そこで出てきたのが、万葉に書かれた言葉です。

音としては同じ音ですが文字としては二通りの表現がされています。

柿本人麻呂によっては「事霊」と書き表され、山上憶良によっては「言霊」と表現された言葉、「ことだま」です。


「古代やまとことば」においては「事」と「言」はともに「こと」であり、区別がなかったと思われます。

まさしくこの領域を表現するのに「ことだま」とは的を射た言葉ではないでしょうか。

「言」だけではなく、あらゆる「事」までを包含した感覚を言い表していないでしょうか。

「言霊」だけであれば、言葉からしか誘発されないことになり現実的な言語と言うモノから離れきれないことになります。

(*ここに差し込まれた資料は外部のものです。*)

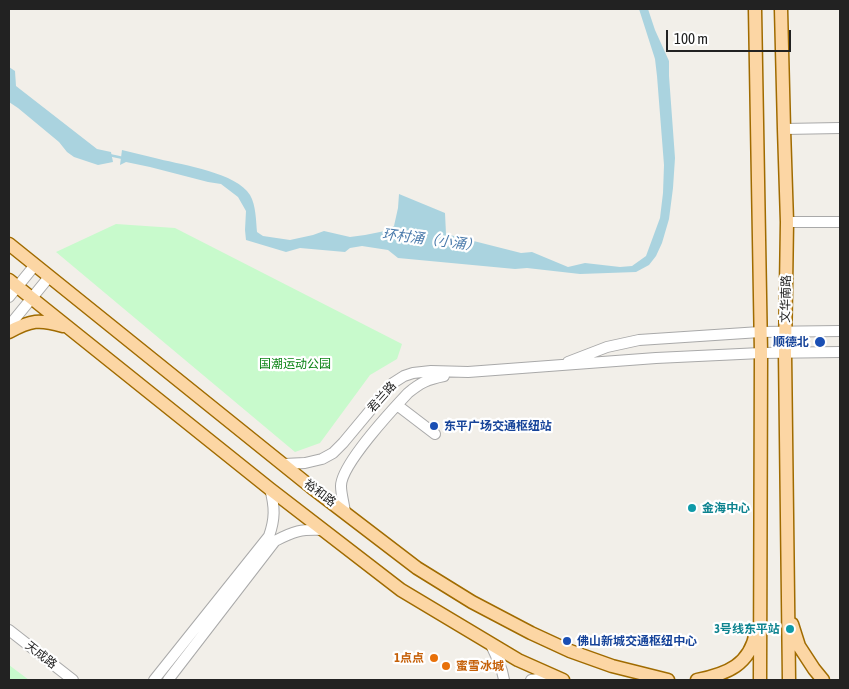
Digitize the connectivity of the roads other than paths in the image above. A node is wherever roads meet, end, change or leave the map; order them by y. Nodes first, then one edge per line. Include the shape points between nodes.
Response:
1 (754, 9) edge
2 (782, 9) edge
3 (840, 128) edge
4 (784, 129) junction
5 (787, 222) junction
6 (840, 222) edge
7 (9, 244) edge
8 (35, 265) junction
9 (50, 277) junction
10 (13, 283) edge
11 (9, 297) edge
12 (31, 298) junction
13 (9, 326) edge
14 (66, 326) junction
15 (785, 331) junction
16 (840, 331) edge
17 (9, 332) edge
18 (760, 332) junction
19 (840, 352) edge
20 (760, 353) junction
21 (785, 353) junction
22 (558, 366) junction
23 (468, 372) junction
24 (397, 405) junction
25 (435, 434) dead end
26 (284, 464) junction
27 (270, 489) junction
28 (345, 512) junction
29 (323, 530) junction
30 (759, 612) junction
31 (788, 612) junction
32 (9, 630) edge
33 (490, 643) junction
34 (561, 679) edge
35 (73, 680) edge
36 (154, 680) edge
37 (168, 680) edge
38 (504, 680) edge
39 (531, 680) edge
40 (668, 680) edge
41 (697, 680) edge
42 (760, 680) edge
43 (789, 680) edge
44 (823, 680) edge

1 - 18 main road, 文华南路
2 - 4 main road, 文华南路
3 - 4 street
4 - 5 main road, 文华南路
5 - 6 street
5 - 15 main road, 文华南路
7 - 8 main road, 裕和路
8 - 9 main road, 裕和路
8 - 10 street
9 - 12 street
9 - 26 main road, 裕和路
10 - 11 street
10 - 12 main road
12 - 13 street
12 - 14 main road
14 - 17 main road via 36,321
14 - 27 main road
15 - 16 street, 君兰路
15 - 18 street, 君兰路
15 - 21 main road, 文华南路
18 - 20 main road, 文华南路
18 - 22 street, 君兰路 via 639,340 607,347
19 - 21 street, 君兰路
20 - 21 street, 君兰路
20 - 22 street, 君兰路
20 - 30 main road, 文华南路
21 - 31 main road, 文华南路
22 - 23 street, 君兰路
23 - 24 street via 430,379 417,385
23 - 26 street, 君兰路 via 404,376 393,383 332,453 306,463
24 - 25 street
24 - 28 street via 344,472 341,485
26 - 28 main road, 裕和路
27 - 29 main road
27 - 36 street via 274,524 269,536
28 - 40 main road, 裕和路 via 417,568 531,633 612,666
29 - 33 main road via 401,590
29 - 37 street via 290,533 275,542
30 - 41 main road via 755,639 746,656 732,670
30 - 42 main road, 文华南路
31 - 43 main road, 文华南路
31 - 44 main road via 799,646
32 - 35 street, 天成路
33 - 34 main road
33 - 38 street
34 - 39 street

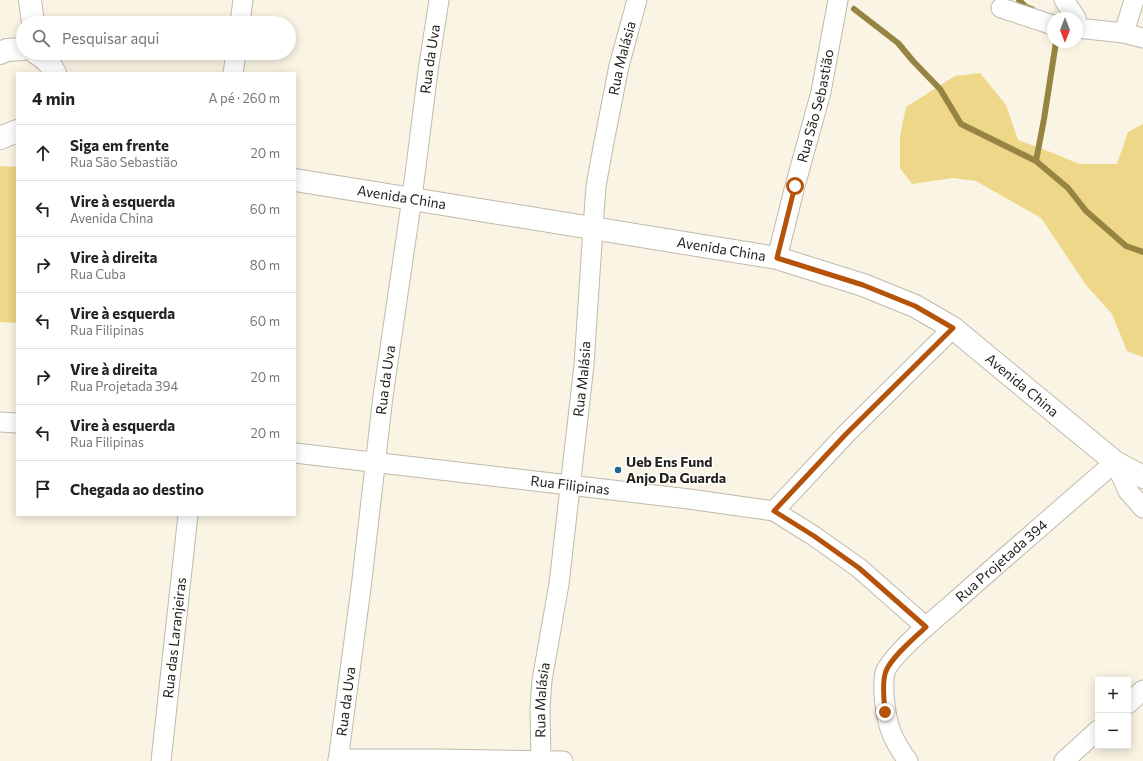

「事霊」がそこに含まれていることを確認できることによって初めて「ことだま」としてのひらがな表記の意味があります。


ふと浮かんだ、日本語に含まれる現実の言語以外の感覚は使っている自分たちが意識しないうちに頻繁に使っているものです。

この「ことだま」の存在を確認することで、世界から不思議がられている日本人の特徴の説明がつくのではないでしょうか。

この素晴らしい言語は、人として持つことができる最高の言語ではないでしょうか。

うまく使いこなしながら大切に継承していきたいですね。